Killing Time

Editor’s Note: This piece evolved from some prompts I had in a writing class I took two years ago from author Katherine Standefer. Pieces of the current news coverage have led me to revisit it.

Content Warning: this is a rumination on killing and killings of various sorts, from mass shootings to fish to ants to conflict minerals.

I don’t remember how I learned to kill.  More exactly, I don’t entirely remember the techniques used versus who taught me—that I remember.  Mr. Cote taught me how to kill. 

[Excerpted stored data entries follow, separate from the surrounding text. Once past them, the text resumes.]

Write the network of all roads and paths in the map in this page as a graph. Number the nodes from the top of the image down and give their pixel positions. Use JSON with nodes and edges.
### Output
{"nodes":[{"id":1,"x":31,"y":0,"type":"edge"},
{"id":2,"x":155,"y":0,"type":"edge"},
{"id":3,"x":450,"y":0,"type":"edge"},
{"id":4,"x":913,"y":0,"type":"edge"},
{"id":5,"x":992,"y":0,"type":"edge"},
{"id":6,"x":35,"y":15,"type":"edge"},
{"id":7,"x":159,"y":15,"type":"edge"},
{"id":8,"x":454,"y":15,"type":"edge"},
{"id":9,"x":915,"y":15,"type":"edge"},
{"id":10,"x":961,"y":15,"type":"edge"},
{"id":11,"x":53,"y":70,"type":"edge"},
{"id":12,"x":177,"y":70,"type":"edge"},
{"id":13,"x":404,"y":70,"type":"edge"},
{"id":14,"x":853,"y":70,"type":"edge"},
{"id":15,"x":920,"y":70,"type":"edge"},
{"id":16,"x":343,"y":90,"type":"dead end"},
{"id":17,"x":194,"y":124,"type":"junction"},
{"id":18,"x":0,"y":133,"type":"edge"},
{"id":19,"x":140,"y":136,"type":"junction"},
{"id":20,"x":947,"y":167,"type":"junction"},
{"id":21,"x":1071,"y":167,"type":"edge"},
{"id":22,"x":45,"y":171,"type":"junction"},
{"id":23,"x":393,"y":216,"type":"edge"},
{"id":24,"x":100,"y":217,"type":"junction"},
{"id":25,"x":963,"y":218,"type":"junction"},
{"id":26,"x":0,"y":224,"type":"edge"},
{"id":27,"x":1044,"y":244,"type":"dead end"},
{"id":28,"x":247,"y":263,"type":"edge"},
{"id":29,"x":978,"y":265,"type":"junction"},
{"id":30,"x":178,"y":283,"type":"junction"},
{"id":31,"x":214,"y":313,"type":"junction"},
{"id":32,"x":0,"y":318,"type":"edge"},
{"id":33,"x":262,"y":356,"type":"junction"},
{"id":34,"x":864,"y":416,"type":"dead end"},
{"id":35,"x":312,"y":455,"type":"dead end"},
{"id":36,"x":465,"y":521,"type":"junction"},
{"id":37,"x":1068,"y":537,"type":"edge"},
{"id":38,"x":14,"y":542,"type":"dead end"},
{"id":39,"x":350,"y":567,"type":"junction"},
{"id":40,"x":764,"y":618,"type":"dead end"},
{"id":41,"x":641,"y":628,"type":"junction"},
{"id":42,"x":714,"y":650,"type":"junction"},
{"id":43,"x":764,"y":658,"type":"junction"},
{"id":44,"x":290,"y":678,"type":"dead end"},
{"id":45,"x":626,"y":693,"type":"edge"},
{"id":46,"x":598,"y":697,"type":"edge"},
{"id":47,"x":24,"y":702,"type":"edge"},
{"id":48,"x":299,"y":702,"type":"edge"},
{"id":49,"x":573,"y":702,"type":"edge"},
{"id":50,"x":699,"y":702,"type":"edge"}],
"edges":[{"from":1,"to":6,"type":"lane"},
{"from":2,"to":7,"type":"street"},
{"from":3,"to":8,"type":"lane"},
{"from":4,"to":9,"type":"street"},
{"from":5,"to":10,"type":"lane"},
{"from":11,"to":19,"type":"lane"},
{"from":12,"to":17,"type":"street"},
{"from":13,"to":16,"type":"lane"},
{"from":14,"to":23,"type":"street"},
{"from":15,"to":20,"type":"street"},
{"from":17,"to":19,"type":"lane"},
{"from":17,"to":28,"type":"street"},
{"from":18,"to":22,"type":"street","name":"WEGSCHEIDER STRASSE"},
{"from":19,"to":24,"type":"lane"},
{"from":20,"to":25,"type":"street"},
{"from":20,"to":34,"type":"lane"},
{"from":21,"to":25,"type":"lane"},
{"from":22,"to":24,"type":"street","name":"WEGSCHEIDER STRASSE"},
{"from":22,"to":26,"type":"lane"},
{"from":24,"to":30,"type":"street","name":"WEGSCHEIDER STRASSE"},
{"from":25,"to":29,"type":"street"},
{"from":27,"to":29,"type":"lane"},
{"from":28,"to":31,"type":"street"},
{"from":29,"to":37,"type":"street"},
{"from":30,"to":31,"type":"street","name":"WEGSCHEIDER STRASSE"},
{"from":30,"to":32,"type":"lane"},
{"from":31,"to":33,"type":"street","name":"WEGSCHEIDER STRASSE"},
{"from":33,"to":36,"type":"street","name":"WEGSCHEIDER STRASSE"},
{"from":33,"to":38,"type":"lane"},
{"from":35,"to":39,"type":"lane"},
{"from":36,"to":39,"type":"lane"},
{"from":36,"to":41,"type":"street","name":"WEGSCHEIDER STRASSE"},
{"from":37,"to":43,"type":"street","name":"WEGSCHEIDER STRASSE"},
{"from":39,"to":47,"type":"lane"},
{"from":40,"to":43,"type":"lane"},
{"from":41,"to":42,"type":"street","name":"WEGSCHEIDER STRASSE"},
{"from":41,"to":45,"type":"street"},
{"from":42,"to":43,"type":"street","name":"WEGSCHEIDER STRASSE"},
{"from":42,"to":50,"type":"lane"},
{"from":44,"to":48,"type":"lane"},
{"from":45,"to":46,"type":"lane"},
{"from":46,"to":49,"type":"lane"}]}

Richard Cote was dad to my best friend Jake.  Their family lived 1/4 mile up the hill across the tracks. The winding, maple lined road led past the driveway to the brown single-wide with a mud room and a two car garage.  The yard was carved out of the trees and into a hillside.  Jake had a snowmobile and guns and a backyard as big as the Great North Woods.  If so inclined, I could get to the Cote’s through hardwoods and firs via trails and paths that at one point were etched in stone in my mind; the years now tell me the stone was Moenkopi; soft, fragile to time.  Mr. Cote taught me to shoot, how to fish, and, gave me my first, life changing, Backpacker Magazine. Cold winters had us sitting in the bob house, waiting for the flags on our traps to go up.  We’d run out, reel in the pickerel, stab it in the back of the head, break its back, or just cut the head off before cleaning it and throwing it in the fry pan. Some we took home.  In the summers we would troll for pike or lake trout.  If I didn’t know already, I am pretty sure he taught me how to kill, at least intentionally.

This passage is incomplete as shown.